> **ENTRIES SUPPLIED**
——

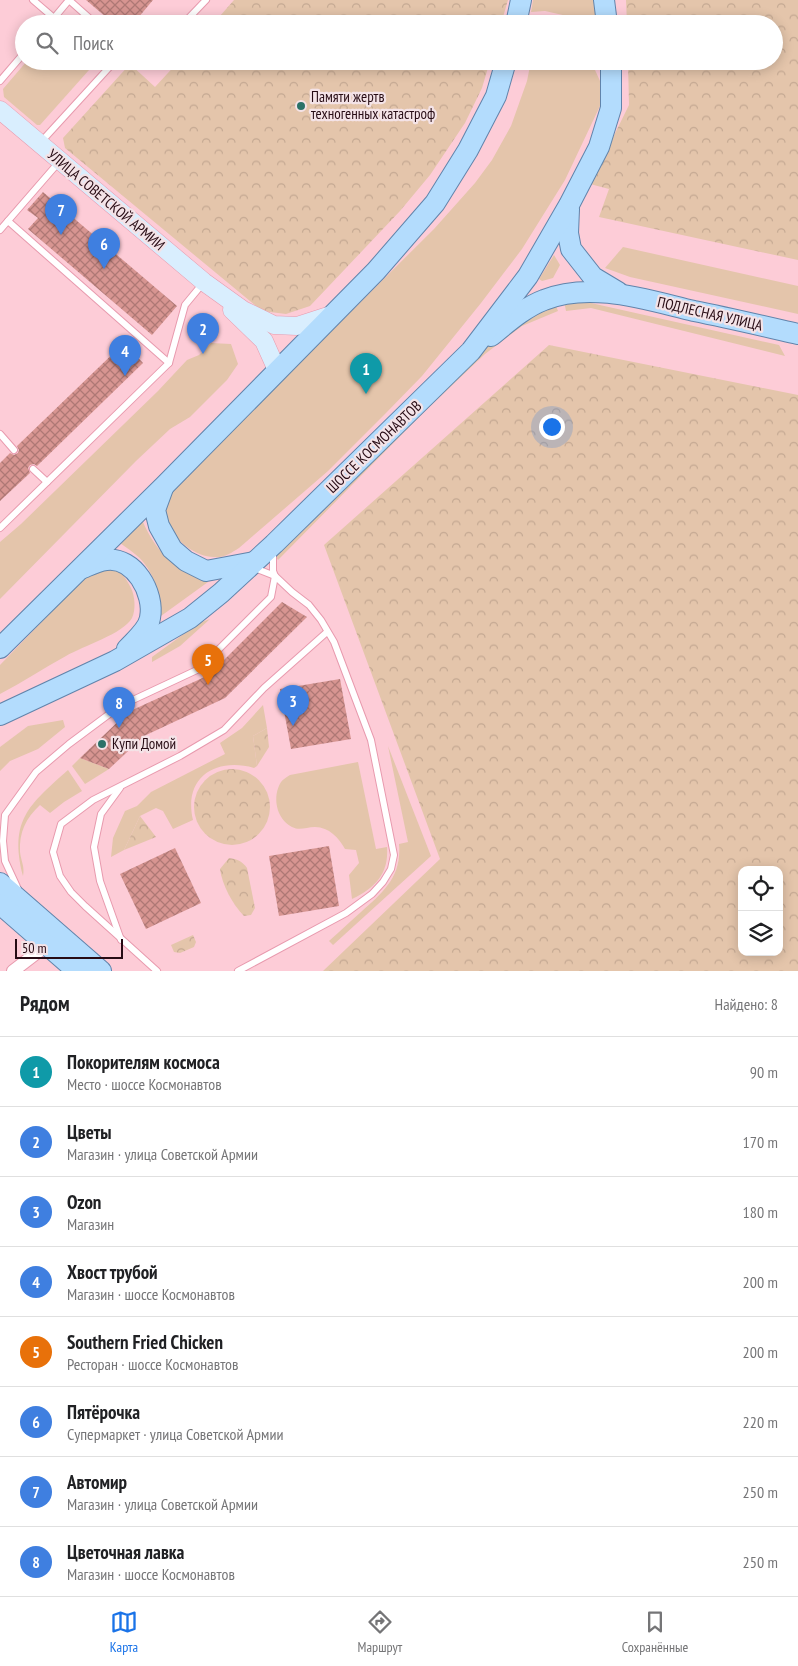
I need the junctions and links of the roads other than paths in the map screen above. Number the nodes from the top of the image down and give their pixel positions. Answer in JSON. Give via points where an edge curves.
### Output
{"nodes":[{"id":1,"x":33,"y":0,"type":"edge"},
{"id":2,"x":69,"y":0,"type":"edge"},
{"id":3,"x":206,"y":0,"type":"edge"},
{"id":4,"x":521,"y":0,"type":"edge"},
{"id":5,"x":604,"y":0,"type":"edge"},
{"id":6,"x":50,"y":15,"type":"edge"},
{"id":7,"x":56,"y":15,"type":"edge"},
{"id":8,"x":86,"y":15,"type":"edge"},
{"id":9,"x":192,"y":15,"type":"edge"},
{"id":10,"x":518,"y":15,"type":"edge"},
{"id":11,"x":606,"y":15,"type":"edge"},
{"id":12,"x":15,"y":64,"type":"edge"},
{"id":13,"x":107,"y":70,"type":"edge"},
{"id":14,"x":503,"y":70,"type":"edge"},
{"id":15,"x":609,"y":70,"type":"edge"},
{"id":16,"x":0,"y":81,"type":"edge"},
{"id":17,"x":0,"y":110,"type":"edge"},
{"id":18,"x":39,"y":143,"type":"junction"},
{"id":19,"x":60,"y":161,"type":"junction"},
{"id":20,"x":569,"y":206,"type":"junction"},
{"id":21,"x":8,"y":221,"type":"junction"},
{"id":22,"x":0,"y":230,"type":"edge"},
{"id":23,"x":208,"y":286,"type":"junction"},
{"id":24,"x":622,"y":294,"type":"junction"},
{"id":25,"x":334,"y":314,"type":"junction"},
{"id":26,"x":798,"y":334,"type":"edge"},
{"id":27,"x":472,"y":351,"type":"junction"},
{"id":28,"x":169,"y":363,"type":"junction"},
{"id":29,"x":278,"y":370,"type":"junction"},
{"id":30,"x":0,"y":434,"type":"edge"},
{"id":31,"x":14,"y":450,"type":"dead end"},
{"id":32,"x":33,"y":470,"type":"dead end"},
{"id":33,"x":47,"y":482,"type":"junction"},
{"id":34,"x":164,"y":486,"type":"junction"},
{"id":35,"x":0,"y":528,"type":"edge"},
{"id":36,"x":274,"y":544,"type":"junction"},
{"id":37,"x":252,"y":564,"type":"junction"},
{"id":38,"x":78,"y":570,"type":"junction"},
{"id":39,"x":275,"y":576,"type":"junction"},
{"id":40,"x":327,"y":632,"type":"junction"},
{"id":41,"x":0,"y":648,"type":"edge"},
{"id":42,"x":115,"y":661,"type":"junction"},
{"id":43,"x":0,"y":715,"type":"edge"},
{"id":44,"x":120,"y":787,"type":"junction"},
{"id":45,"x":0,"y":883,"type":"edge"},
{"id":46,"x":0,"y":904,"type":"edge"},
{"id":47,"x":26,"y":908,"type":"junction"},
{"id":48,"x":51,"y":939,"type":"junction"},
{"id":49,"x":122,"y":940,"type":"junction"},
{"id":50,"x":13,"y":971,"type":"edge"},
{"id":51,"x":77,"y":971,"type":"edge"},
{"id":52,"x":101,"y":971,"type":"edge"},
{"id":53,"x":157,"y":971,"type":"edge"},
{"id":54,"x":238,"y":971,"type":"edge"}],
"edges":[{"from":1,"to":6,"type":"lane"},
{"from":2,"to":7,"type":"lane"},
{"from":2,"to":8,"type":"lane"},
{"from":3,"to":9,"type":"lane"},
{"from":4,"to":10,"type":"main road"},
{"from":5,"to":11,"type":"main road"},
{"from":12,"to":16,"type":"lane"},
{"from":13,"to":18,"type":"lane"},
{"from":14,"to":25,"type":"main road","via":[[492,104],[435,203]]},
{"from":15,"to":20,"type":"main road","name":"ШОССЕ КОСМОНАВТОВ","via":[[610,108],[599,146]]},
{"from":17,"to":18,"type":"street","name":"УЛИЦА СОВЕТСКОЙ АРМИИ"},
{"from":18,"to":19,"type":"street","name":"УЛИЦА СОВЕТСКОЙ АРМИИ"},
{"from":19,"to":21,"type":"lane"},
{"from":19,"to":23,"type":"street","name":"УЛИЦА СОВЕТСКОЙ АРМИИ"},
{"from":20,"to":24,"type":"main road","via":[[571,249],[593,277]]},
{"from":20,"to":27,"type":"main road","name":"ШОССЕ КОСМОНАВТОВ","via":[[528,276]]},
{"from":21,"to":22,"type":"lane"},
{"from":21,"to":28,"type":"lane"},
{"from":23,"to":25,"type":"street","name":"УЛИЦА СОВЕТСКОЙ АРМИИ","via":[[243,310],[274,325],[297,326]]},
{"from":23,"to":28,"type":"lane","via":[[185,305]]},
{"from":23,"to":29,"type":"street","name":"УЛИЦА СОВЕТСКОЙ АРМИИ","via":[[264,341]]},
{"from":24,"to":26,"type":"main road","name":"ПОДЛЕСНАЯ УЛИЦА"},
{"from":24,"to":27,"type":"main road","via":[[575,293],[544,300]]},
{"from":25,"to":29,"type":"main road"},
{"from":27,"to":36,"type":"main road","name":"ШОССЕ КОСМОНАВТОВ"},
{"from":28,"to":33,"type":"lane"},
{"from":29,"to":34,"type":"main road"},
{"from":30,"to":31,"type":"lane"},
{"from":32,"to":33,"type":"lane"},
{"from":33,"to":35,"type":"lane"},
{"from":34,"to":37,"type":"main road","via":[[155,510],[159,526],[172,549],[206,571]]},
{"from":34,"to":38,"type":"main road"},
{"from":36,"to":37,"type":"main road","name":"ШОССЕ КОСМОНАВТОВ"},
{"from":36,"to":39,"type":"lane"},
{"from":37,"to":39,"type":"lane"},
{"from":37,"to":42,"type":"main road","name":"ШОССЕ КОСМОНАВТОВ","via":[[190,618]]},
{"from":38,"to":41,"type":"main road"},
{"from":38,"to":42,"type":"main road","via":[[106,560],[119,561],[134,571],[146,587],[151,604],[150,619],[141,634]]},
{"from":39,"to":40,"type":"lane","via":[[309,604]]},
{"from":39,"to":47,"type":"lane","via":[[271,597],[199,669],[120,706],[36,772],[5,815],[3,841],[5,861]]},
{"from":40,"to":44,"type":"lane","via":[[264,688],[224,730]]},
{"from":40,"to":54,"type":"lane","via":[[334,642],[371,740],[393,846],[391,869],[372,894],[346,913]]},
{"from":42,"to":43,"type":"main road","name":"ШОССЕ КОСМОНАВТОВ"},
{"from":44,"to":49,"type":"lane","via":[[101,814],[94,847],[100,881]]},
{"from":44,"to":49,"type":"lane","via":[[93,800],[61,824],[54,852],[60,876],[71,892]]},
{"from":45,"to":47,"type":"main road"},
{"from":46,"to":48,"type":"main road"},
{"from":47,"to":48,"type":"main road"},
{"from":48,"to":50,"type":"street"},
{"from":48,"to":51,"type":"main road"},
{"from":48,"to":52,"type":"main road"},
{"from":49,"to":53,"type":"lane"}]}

——

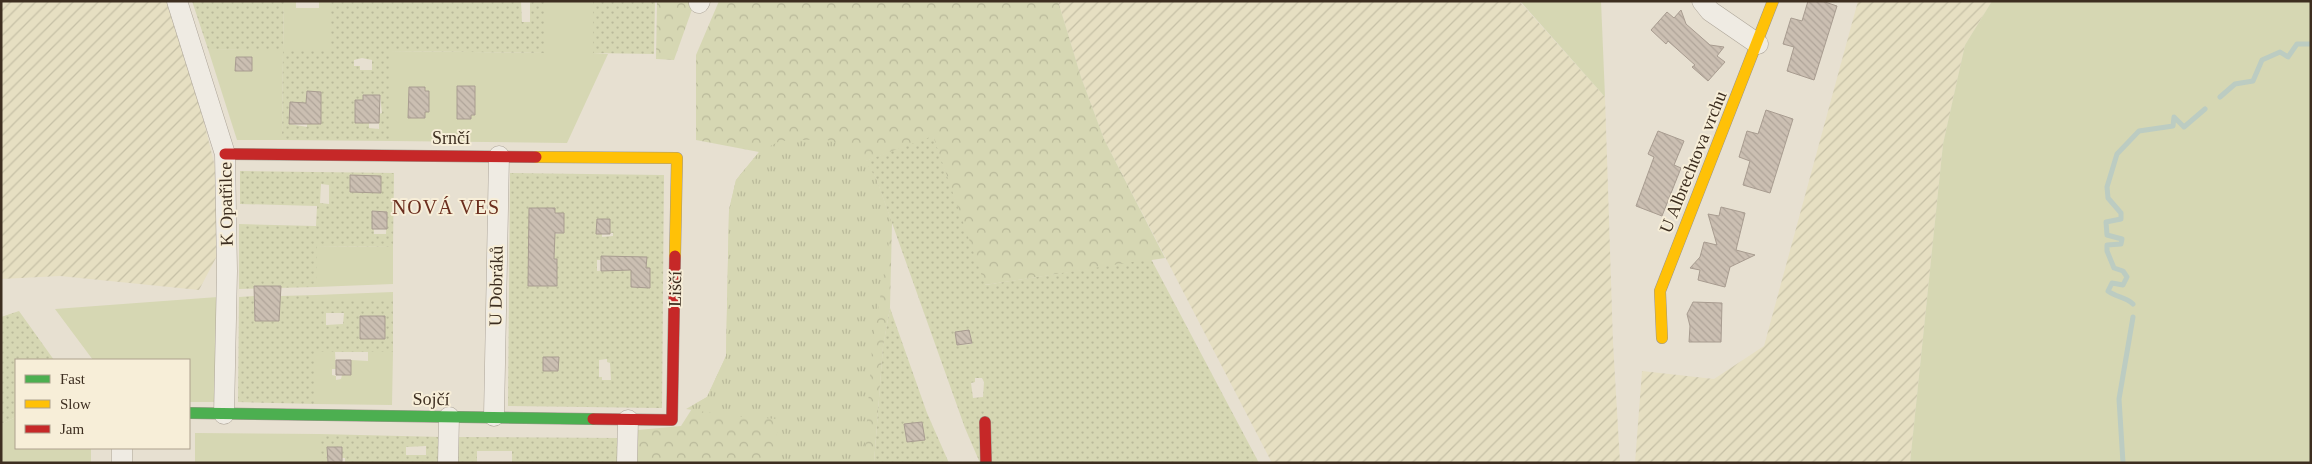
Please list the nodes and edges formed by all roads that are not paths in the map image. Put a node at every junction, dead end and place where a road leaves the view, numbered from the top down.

——

> **WHAT YOU SHOULD DO**
Across the material, how many lines contain the word "image"? Only the number is wanted.

> **ANSWER AREA**
2